Scrape BBC News Headlines & Article URLs (Python + ProxiesAPI)

Mar 25, 2026 · tutorial · #python, #bbc, #news, #web-scraping, #requests, #beautifulsoup, #jsonl, #proxies

BBC News is a useful scraping target because it’s:

high-signal content (headlines + URLs)
structured enough to extract reliably
a realistic “homepage changes every hour” scenario

In this tutorial we’ll build a Python scraper that:

fetches a BBC News page through ProxiesAPI
extracts headline text, section label, and canonical article URL
writes results to JSON Lines (JSONL) for easy streaming and ingestion

We’ll also capture a screenshot of the page we’re scraping.

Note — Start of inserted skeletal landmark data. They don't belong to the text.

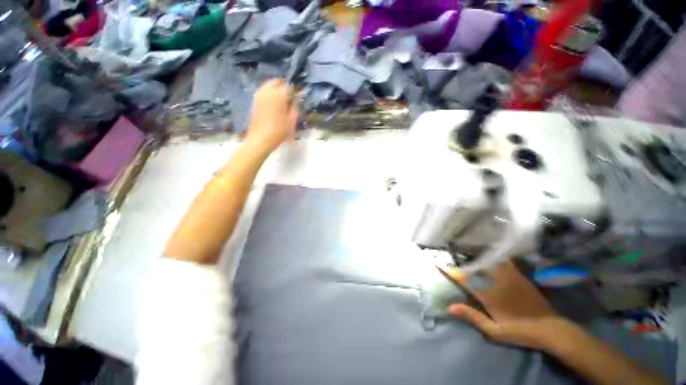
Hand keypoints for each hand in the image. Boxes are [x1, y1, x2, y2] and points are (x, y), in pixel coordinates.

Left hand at [247, 79, 298, 151]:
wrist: (261, 139)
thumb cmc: (279, 131)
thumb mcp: (292, 121)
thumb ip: (294, 108)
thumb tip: (295, 100)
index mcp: (279, 94)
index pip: (289, 87)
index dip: (295, 91)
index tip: (298, 98)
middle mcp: (268, 91)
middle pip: (277, 82)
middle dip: (284, 86)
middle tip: (290, 96)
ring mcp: (259, 95)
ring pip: (269, 85)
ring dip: (276, 89)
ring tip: (282, 100)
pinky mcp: (254, 100)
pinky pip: (264, 92)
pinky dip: (270, 94)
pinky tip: (274, 104)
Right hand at [440, 260, 569, 349]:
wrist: (550, 328)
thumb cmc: (520, 331)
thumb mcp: (494, 331)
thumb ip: (472, 317)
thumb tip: (450, 307)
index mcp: (488, 295)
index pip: (464, 279)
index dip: (449, 270)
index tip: (437, 262)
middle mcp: (496, 281)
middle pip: (474, 265)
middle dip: (460, 257)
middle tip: (449, 251)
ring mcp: (509, 276)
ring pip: (488, 259)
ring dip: (475, 253)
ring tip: (465, 247)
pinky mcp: (518, 275)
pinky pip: (503, 259)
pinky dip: (493, 254)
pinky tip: (489, 251)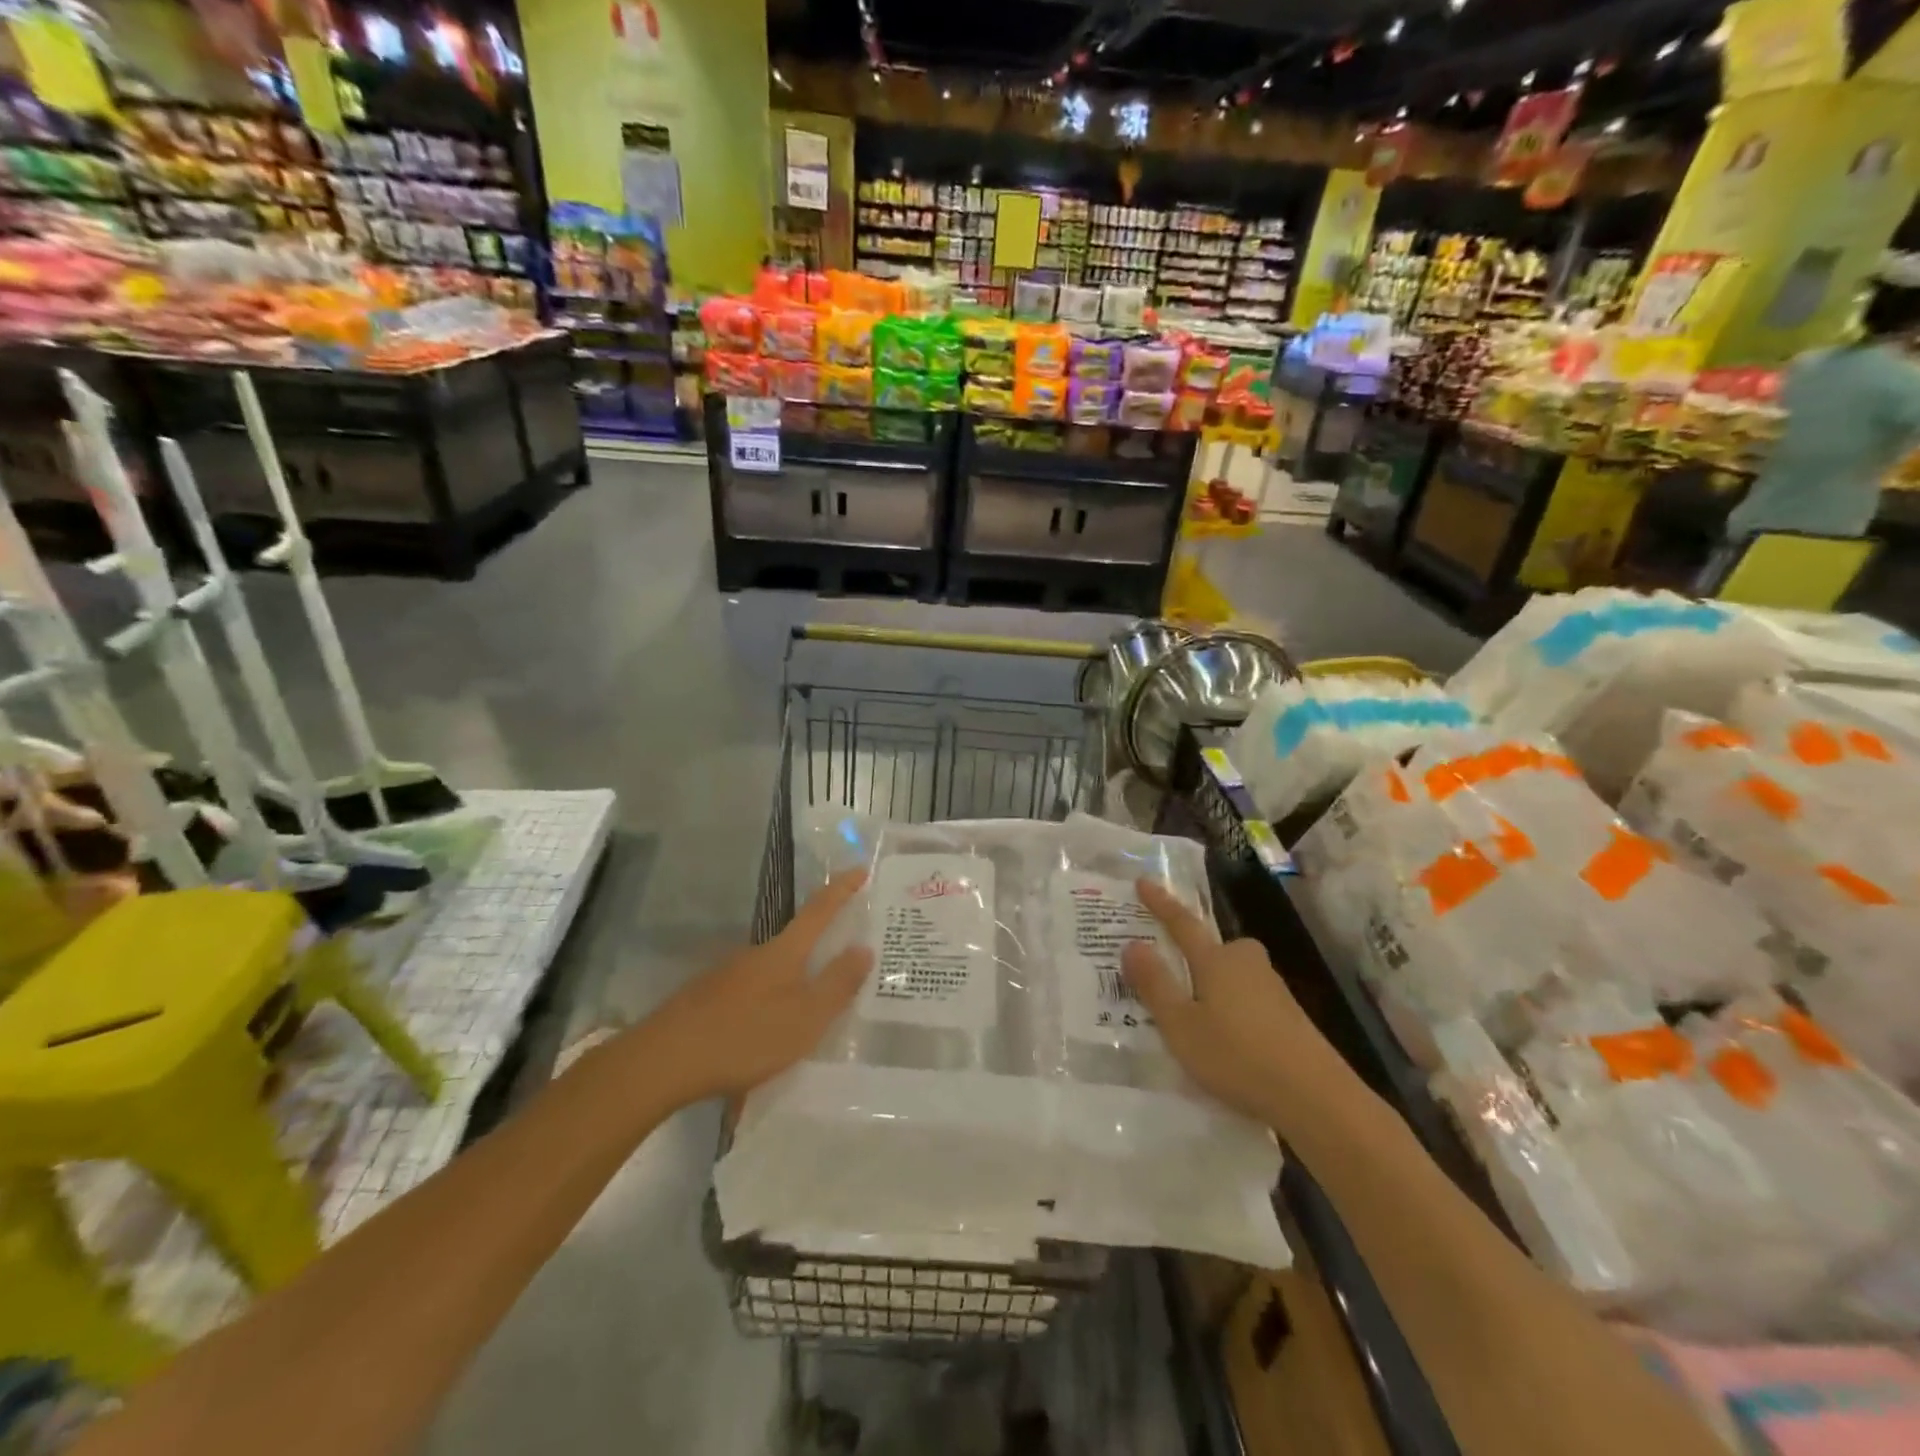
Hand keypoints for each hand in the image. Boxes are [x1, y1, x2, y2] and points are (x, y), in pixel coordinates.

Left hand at [632, 870, 874, 1105]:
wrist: (663, 1061)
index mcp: (784, 952)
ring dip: (791, 985)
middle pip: (794, 943)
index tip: (860, 869)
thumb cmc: (745, 1036)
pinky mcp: (706, 1000)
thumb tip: (864, 947)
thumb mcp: (805, 1017)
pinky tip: (764, 1037)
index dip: (842, 890)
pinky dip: (765, 1008)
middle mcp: (755, 954)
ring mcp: (727, 976)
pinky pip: (749, 996)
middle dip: (818, 949)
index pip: (820, 911)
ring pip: (770, 973)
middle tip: (842, 968)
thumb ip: (837, 984)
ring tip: (805, 1019)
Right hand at [1122, 879, 1344, 1127]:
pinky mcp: (1288, 1014)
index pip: (1182, 923)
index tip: (1144, 881)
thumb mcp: (1181, 1025)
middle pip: (1213, 948)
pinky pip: (1246, 996)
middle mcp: (1246, 963)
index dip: (1160, 903)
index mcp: (1217, 960)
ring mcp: (1272, 988)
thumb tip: (1133, 944)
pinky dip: (1230, 1005)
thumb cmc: (1237, 1056)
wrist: (1316, 1097)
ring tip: (1192, 1011)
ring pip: (1231, 974)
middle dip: (1192, 952)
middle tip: (1168, 965)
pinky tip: (1225, 1034)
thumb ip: (1155, 984)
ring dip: (1211, 984)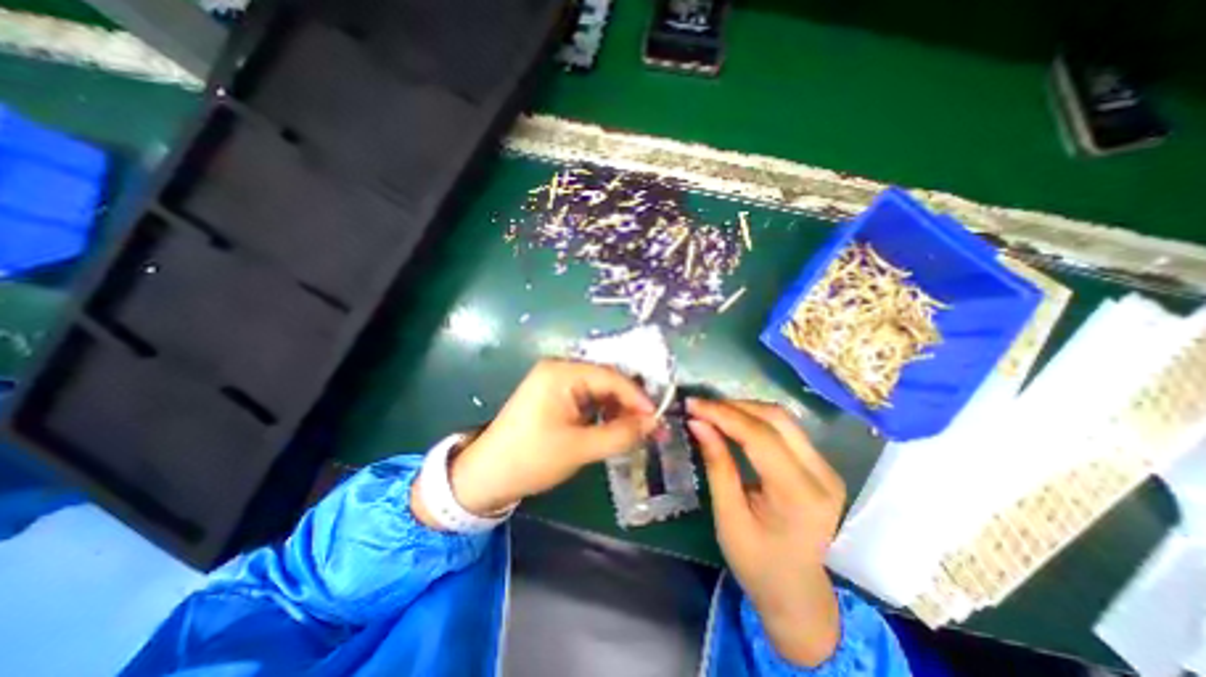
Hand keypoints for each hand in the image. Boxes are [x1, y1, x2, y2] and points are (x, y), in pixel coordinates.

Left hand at [418, 361, 657, 518]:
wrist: (485, 476)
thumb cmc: (531, 458)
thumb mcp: (579, 448)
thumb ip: (620, 434)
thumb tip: (653, 424)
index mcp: (561, 373)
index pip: (610, 377)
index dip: (637, 397)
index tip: (657, 417)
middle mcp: (559, 369)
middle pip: (605, 381)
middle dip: (629, 404)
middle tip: (651, 426)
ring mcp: (555, 382)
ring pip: (598, 391)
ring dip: (618, 409)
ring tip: (637, 430)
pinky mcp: (553, 396)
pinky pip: (586, 399)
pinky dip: (602, 413)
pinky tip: (615, 427)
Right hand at [688, 397, 845, 666]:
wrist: (797, 593)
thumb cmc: (757, 563)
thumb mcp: (728, 516)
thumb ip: (716, 464)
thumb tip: (697, 423)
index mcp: (799, 495)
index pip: (760, 436)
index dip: (723, 414)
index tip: (692, 405)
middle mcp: (822, 475)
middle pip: (776, 418)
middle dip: (733, 407)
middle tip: (700, 407)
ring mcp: (826, 468)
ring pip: (782, 418)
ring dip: (744, 409)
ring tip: (712, 412)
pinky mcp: (821, 466)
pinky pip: (786, 429)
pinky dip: (755, 420)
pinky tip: (733, 422)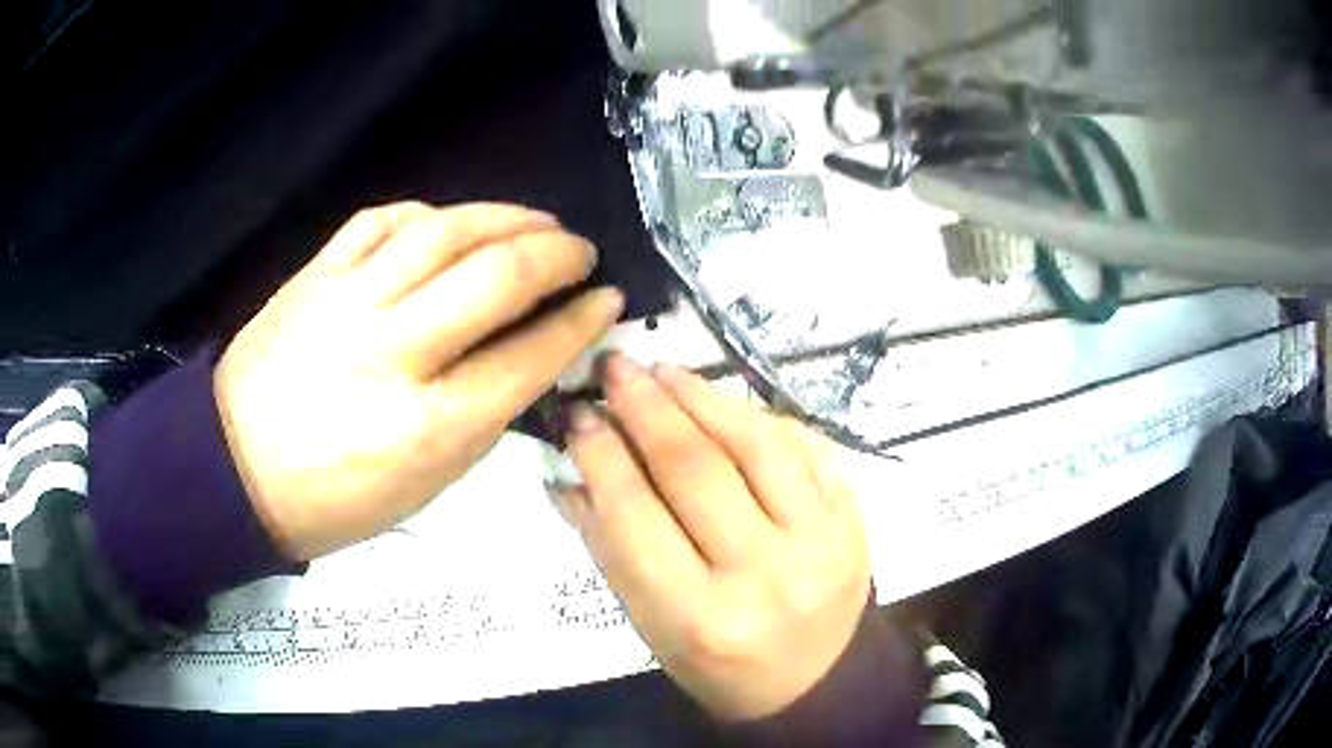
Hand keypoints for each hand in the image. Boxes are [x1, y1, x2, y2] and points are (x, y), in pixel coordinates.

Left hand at [215, 202, 623, 559]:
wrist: (234, 469)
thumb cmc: (335, 501)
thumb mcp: (425, 487)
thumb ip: (481, 418)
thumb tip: (529, 357)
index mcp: (427, 426)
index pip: (527, 357)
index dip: (579, 322)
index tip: (608, 300)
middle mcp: (393, 352)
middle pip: (496, 277)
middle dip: (557, 255)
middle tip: (582, 252)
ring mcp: (349, 303)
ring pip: (444, 232)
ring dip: (506, 217)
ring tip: (539, 222)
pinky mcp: (316, 275)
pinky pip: (382, 221)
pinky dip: (429, 213)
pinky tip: (452, 222)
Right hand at [560, 354, 870, 720]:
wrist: (813, 683)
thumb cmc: (717, 666)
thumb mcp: (649, 624)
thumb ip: (609, 547)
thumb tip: (570, 472)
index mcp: (700, 617)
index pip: (635, 515)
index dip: (601, 455)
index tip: (579, 414)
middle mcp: (765, 576)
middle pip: (695, 468)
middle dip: (646, 407)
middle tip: (617, 368)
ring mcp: (822, 543)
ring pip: (756, 444)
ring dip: (704, 396)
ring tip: (666, 370)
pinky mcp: (855, 521)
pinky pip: (807, 448)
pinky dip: (760, 418)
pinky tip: (726, 403)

BBC News homepage (we’ll extract headline links)

Keep news crawls stable with ProxiesAPI

News homepages can be noisy and change often. ProxiesAPI helps by making the network layer reliable when you’re crawling many pages or running frequently.

Get 1,000 free API calls View pricing

What we’re scraping

BBC News has multiple entry points. For a starter scraper:

Homepage: https://www.bbc.com/news

You can also scrape specific sections (e.g., business/technology) once the pipeline works.

Setup

python -m venv .venv
source .venv/bin/activate

pip install requests beautifulsoup4 lxml python-dotenv

ProxiesAPI integration (proxy URL)

Set a proxy URL in your environment:

export PROXIESAPI_PROXY_URL="http://YOUR_USERNAME:YOUR_PASSWORD@gw.proxiesapi.com:8080"

Then pass it to requests via the proxies= parameter.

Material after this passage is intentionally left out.